Quando si tratta di vita o di morte c’è poco da scegliere. Essere “per la scelta” significa approvare la morte, significa chiaramente essere “per la morte”. Con la vita non si scherza.
Ci sono delle parole e degli insiemi di parole che assurgono a livello di slogan (politici, pubblicitari, ideologici), e ci sono altre parole che difficilmente potrebbero essere usate in tal senso. Come mai? Perché anche nel linguaggio e nella letteratura esistono delle ovvie e legittime disuguaglianze e certe parole sono più belle, più forti, più toccanti, più importanti e convincenti di altre.

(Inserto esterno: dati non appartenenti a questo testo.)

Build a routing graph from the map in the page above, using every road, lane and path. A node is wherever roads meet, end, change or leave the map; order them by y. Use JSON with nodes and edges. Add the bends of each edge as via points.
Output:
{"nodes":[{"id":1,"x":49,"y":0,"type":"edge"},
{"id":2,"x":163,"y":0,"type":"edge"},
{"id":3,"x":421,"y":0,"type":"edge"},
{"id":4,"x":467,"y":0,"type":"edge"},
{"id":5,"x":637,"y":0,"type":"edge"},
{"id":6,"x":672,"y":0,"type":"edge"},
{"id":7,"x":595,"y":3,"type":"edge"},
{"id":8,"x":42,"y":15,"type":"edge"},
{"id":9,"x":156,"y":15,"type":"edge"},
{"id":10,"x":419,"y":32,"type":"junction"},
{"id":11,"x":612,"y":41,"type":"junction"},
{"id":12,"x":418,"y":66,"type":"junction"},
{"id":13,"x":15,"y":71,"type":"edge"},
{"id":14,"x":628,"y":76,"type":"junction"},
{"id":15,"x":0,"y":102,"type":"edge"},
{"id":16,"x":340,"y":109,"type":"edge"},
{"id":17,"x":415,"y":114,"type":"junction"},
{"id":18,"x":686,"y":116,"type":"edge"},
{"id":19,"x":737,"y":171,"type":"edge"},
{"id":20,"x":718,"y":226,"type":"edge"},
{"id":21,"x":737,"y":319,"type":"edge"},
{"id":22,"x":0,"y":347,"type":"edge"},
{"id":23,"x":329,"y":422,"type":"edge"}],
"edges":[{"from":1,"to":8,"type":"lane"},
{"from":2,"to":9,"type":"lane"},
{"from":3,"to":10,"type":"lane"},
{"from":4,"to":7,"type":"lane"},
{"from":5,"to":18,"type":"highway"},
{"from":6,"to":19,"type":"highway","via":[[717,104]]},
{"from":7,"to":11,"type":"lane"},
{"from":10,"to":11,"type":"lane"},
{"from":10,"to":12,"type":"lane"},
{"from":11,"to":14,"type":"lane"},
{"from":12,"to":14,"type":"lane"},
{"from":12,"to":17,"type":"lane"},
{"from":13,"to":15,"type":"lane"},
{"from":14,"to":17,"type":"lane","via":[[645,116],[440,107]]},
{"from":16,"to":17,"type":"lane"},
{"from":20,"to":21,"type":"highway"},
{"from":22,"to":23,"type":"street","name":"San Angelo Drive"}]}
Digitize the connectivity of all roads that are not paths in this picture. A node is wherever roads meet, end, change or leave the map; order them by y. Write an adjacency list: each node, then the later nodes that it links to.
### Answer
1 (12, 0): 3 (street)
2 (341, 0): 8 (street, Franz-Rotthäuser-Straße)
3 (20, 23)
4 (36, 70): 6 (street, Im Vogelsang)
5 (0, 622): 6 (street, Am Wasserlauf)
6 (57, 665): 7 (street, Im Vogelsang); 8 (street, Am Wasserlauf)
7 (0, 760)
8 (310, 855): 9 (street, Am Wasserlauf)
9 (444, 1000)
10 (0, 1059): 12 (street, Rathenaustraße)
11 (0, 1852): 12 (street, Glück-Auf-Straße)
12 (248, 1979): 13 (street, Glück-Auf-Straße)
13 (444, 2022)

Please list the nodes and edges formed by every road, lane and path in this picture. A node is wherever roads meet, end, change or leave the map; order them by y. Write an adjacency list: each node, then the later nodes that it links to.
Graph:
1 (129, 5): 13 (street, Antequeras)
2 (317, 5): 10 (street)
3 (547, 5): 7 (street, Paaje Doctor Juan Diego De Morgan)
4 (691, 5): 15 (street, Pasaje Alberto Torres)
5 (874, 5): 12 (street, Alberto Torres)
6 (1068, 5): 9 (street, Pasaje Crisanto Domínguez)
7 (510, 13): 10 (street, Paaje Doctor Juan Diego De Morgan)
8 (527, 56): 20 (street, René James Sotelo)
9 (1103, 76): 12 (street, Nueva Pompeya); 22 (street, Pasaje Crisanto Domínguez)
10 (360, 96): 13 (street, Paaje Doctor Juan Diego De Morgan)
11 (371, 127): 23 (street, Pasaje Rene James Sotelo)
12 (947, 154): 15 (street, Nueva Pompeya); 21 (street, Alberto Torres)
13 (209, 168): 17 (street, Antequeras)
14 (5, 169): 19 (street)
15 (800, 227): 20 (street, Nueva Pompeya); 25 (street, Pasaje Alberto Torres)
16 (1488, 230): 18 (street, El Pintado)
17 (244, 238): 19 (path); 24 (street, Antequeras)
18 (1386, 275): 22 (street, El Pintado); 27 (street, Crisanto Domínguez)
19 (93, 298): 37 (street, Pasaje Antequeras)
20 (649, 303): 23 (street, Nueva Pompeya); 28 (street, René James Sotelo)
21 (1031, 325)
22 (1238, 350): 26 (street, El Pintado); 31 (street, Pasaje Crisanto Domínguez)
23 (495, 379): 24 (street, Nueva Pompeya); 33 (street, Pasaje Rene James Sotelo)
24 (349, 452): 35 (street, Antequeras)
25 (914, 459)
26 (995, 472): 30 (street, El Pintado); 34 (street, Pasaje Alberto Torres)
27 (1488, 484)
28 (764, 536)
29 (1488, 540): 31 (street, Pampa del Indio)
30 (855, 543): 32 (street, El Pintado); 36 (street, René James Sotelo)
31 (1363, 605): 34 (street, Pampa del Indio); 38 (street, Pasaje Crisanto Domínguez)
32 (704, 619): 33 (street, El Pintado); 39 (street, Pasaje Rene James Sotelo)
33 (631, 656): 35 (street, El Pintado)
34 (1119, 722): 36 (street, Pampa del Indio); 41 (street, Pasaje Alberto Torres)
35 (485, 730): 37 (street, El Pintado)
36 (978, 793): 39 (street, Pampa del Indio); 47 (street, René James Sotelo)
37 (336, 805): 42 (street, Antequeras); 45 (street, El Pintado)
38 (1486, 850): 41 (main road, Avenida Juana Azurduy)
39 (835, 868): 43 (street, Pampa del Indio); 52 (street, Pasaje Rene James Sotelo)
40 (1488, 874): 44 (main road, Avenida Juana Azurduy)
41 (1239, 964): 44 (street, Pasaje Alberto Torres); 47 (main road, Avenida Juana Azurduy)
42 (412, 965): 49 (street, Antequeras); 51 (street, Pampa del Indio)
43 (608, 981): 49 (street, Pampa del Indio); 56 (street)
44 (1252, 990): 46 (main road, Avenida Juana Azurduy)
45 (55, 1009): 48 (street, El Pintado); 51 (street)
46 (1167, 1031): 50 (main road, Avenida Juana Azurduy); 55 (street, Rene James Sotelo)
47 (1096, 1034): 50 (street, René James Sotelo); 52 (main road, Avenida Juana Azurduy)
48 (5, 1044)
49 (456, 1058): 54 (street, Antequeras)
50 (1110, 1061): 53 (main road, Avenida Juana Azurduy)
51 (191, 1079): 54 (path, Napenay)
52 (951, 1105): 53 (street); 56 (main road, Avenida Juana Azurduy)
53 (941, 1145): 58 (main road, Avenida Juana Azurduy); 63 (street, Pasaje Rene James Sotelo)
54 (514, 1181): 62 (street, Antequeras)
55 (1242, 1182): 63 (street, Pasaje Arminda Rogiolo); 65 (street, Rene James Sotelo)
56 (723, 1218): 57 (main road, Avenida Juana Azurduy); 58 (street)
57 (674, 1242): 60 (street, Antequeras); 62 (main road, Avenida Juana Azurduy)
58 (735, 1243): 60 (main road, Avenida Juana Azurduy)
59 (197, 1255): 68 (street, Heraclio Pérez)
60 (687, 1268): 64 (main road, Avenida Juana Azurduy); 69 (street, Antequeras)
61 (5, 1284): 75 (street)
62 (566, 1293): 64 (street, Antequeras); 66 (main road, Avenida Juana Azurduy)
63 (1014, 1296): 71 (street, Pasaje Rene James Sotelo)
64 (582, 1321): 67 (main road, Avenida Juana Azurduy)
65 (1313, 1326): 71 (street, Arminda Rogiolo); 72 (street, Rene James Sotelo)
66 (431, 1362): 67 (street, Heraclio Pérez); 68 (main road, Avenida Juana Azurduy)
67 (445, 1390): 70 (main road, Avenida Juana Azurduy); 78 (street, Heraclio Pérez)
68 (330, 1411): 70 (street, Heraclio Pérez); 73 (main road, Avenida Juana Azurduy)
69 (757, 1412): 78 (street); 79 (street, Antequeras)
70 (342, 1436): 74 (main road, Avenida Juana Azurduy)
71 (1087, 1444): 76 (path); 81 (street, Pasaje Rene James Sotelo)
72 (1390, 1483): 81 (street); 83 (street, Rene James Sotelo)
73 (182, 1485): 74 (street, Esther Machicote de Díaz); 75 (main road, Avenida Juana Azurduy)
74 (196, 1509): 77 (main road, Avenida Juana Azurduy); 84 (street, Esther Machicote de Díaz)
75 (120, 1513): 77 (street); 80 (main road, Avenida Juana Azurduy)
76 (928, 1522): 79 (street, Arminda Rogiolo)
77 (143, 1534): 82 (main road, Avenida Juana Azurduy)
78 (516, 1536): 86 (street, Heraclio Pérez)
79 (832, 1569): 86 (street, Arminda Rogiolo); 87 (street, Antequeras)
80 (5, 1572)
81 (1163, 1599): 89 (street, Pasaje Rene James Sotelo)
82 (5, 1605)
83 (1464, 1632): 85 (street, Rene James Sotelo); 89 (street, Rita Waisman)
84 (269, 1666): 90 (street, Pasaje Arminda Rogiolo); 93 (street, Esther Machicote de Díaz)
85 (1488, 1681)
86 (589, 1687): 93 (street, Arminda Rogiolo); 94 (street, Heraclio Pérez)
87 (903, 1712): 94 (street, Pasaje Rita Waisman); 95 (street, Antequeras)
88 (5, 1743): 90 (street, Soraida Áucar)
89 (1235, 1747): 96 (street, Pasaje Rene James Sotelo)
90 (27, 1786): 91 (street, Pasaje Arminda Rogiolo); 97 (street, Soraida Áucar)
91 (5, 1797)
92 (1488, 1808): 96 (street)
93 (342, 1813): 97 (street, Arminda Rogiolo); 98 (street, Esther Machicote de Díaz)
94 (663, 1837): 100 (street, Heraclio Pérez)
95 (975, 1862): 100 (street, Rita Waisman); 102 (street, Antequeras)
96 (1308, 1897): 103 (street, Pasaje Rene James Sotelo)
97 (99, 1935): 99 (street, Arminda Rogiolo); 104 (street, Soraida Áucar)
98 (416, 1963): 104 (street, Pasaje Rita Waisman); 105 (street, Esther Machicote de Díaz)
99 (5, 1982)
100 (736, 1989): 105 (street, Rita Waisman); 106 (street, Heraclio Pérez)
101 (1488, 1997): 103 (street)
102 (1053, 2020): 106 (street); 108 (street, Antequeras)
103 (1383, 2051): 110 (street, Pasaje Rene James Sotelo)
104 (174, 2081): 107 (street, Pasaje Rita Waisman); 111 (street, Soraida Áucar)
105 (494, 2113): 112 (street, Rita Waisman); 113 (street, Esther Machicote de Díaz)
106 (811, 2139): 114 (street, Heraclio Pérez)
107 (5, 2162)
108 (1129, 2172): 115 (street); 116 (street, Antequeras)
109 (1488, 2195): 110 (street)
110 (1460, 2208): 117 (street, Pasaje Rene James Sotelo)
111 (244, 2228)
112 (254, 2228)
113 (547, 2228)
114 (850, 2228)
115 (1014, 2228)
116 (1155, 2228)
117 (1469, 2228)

Il relativismo linguistico è un puro non-senso e nessun pubblicitario sostituirebbe uno slogan di sicuro effetto, con una locuzione debole, insignificante o vuota di senso.
Nel campo della difesa della vita si è imposto, praticamente fin da subito, lo slogan e il motto, sintetico e ineccepibile di: Pro life. Esso è diventato una bandiera in qualche modo universale, ben al di là dell’ambiente anglofono da cui dipende e in cui probabilmente è nato. Oggi sono centinaia le associazioni, i gruppi e i movimenti che fanno riferimento ad esso, e nella cultura di oggi basta dire Pro life per avere una carta d’identità morale chiara e riconoscibile. Al contrario, nel campo sinistro della «cultura della morte» (come lo chiamò Giovanni Paolo II), tanto inferiore al primo per valori morali e linearità antropologica ed etica, quanto superiore per diffusione e possibilità, si è imposto, per contrappasso, uno slogan simile ed esattamente contraddittorio: Pro choice.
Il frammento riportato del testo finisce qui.